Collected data
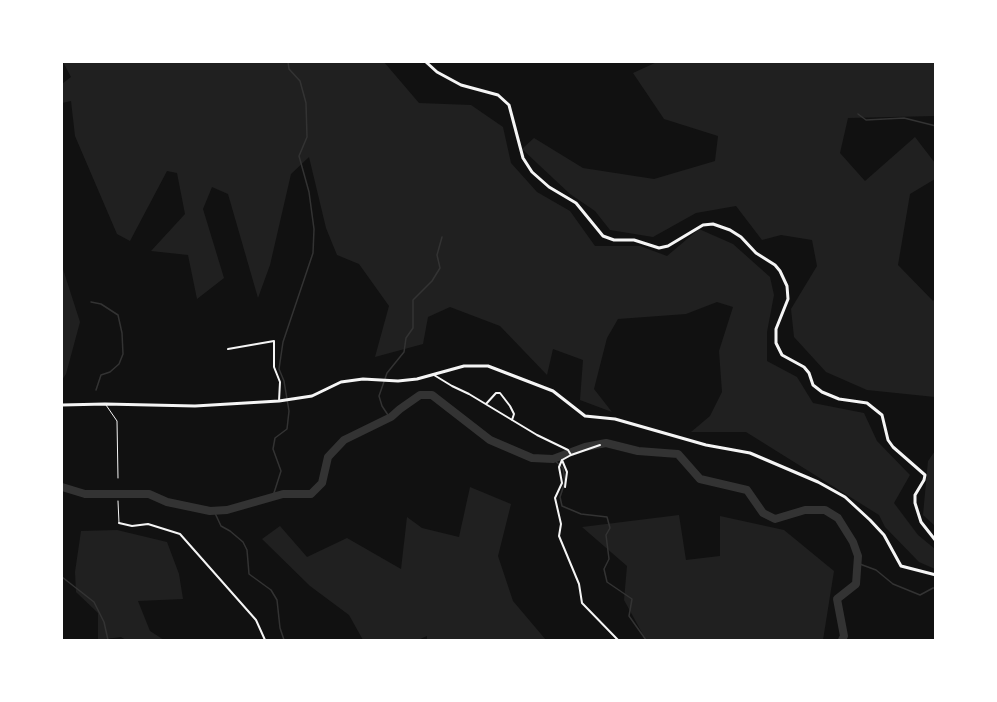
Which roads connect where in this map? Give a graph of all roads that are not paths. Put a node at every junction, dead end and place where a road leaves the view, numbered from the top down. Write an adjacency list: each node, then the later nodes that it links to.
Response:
1 (426, 62): 16 (main road)
2 (228, 349): 4 (street)
3 (434, 375): 4 (main road); 6 (street); 17 (main road)
4 (281, 400): 5 (main road)
5 (105, 404): 7 (main road); 12 (lane)
6 (485, 404): 8 (street); 8 (street)
7 (62, 405)
8 (512, 420): 10 (street)
9 (600, 445): 10 (street)
10 (571, 455): 11 (street)
11 (562, 460): 13 (street); 19 (street)
12 (118, 478)
13 (565, 487)
14 (118, 501): 15 (lane)
15 (119, 524): 18 (street)
16 (936, 541)
17 (936, 575)
18 (265, 640)
19 (618, 640)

ABOUT THIS TASK
Pictures aside, give the data again exactly as it appears.

SOLUTION TO THIS PROBLEM
Which roads connect where in this map? Give a graph of all roads that are not paths. Put a node at every junction, dead end and place where a road leaves the view, numbered from the top down. Write an adjacency list: each node, then the later nodes that it links to.
Response:
1 (426, 62): 16 (main road)
2 (228, 349): 4 (street)
3 (434, 375): 4 (main road); 6 (street); 17 (main road)
4 (281, 400): 5 (main road)
5 (105, 404): 7 (main road); 12 (lane)
6 (485, 404): 8 (street); 8 (street)
7 (62, 405)
8 (512, 420): 10 (street)
9 (600, 445): 10 (street)
10 (571, 455): 11 (street)
11 (562, 460): 13 (street); 19 (street)
12 (118, 478)
13 (565, 487)
14 (118, 501): 15 (lane)
15 (119, 524): 18 (street)
16 (936, 541)
17 (936, 575)
18 (265, 640)
19 (618, 640)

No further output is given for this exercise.